■ About this task: Apart from the images, output the data below exactly.

++++ Input

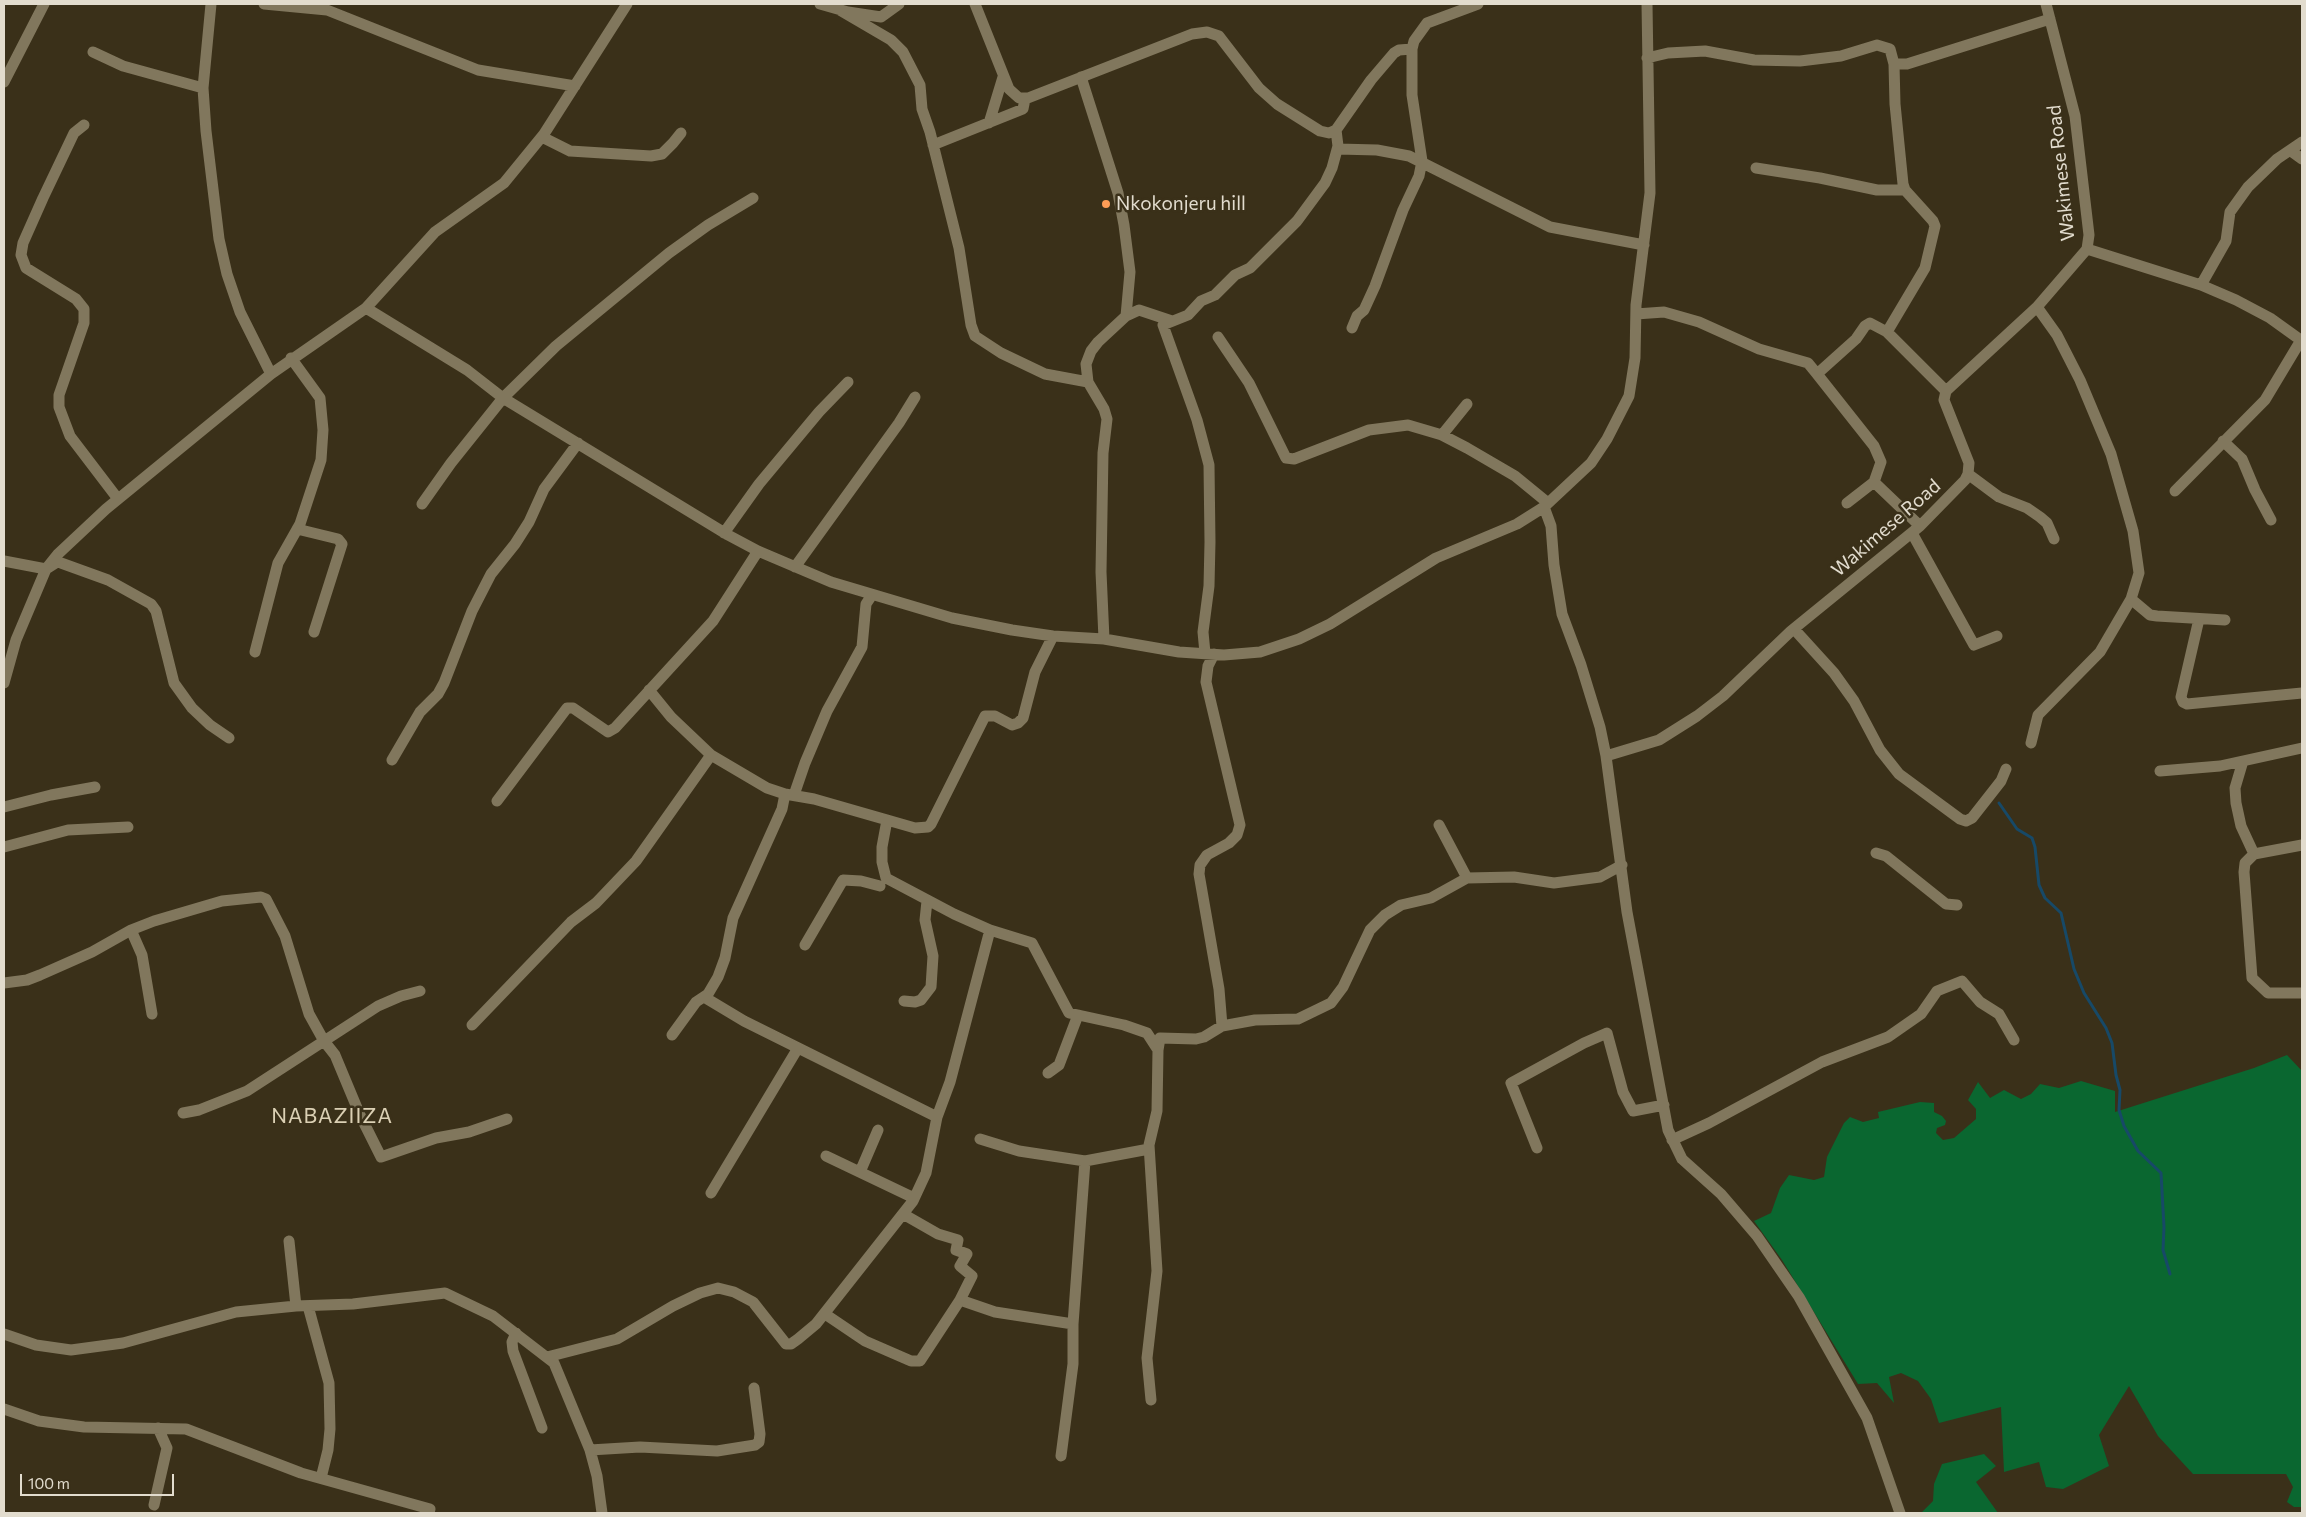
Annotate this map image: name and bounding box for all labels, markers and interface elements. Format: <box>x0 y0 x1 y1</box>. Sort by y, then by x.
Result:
street label: Wakimese Road <box>2043 104 2079 242</box>
place label: Nkokonjeru hill <box>1116 193 1246 215</box>
marker: Nkokonjeru hill <box>1100 198 1112 210</box>
street label: Wakimese Road <box>1827 475 1945 581</box>
district label: NABAZIIZA <box>270 1103 394 1129</box>
scale bar <box>22 1464 176 1496</box>
text: 100 m <box>28 1474 70 1492</box>

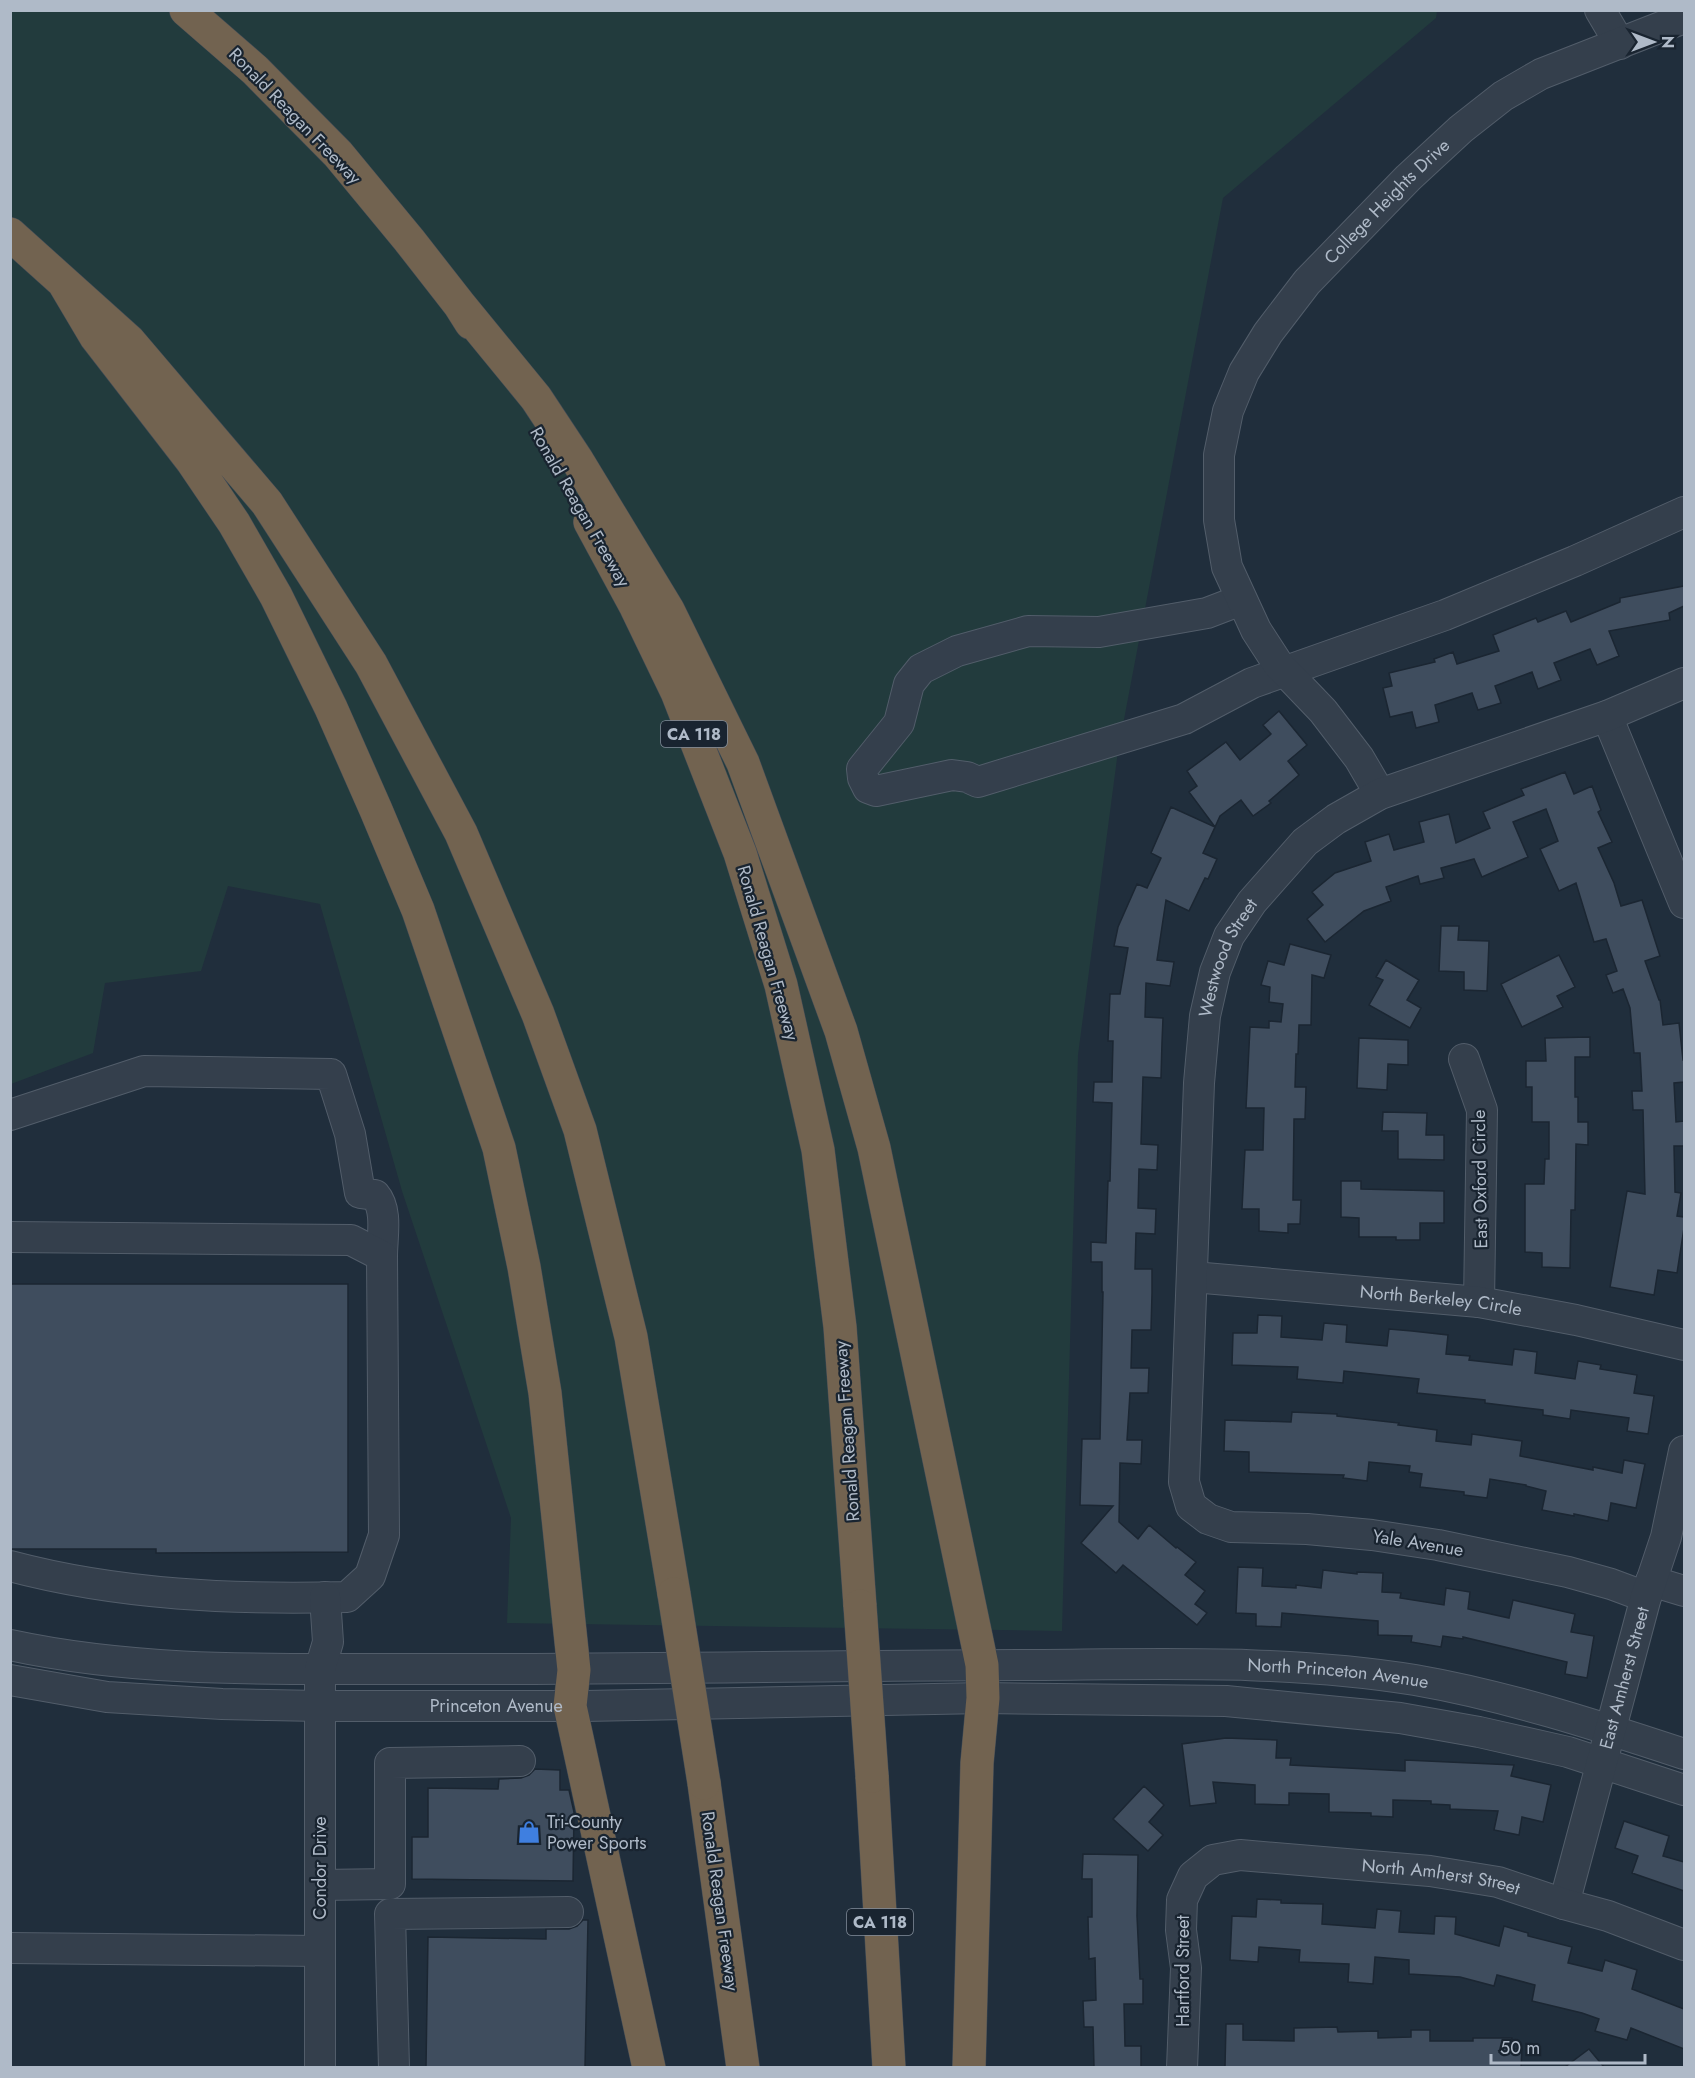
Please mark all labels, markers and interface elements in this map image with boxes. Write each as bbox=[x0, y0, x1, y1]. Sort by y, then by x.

++++++++

■ Expected output:
Annotate this map image: name and bounding box for all labels, markers and interface elements. Format: <box>x0 y0 x1 y1</box>. Sort by y, then by x.
Result:
street label: Wakimese Road <box>2043 104 2079 242</box>
place label: Nkokonjeru hill <box>1116 193 1246 215</box>
marker: Nkokonjeru hill <box>1100 198 1112 210</box>
street label: Wakimese Road <box>1827 475 1945 581</box>
district label: NABAZIIZA <box>270 1103 394 1129</box>
scale bar <box>22 1464 176 1496</box>
text: 100 m <box>28 1474 70 1492</box>

Please mark all labels, markers and interface elements in this map image with boxes. Write each as bbox=[x0, y0, x1, y1]. Sort by y, then by x.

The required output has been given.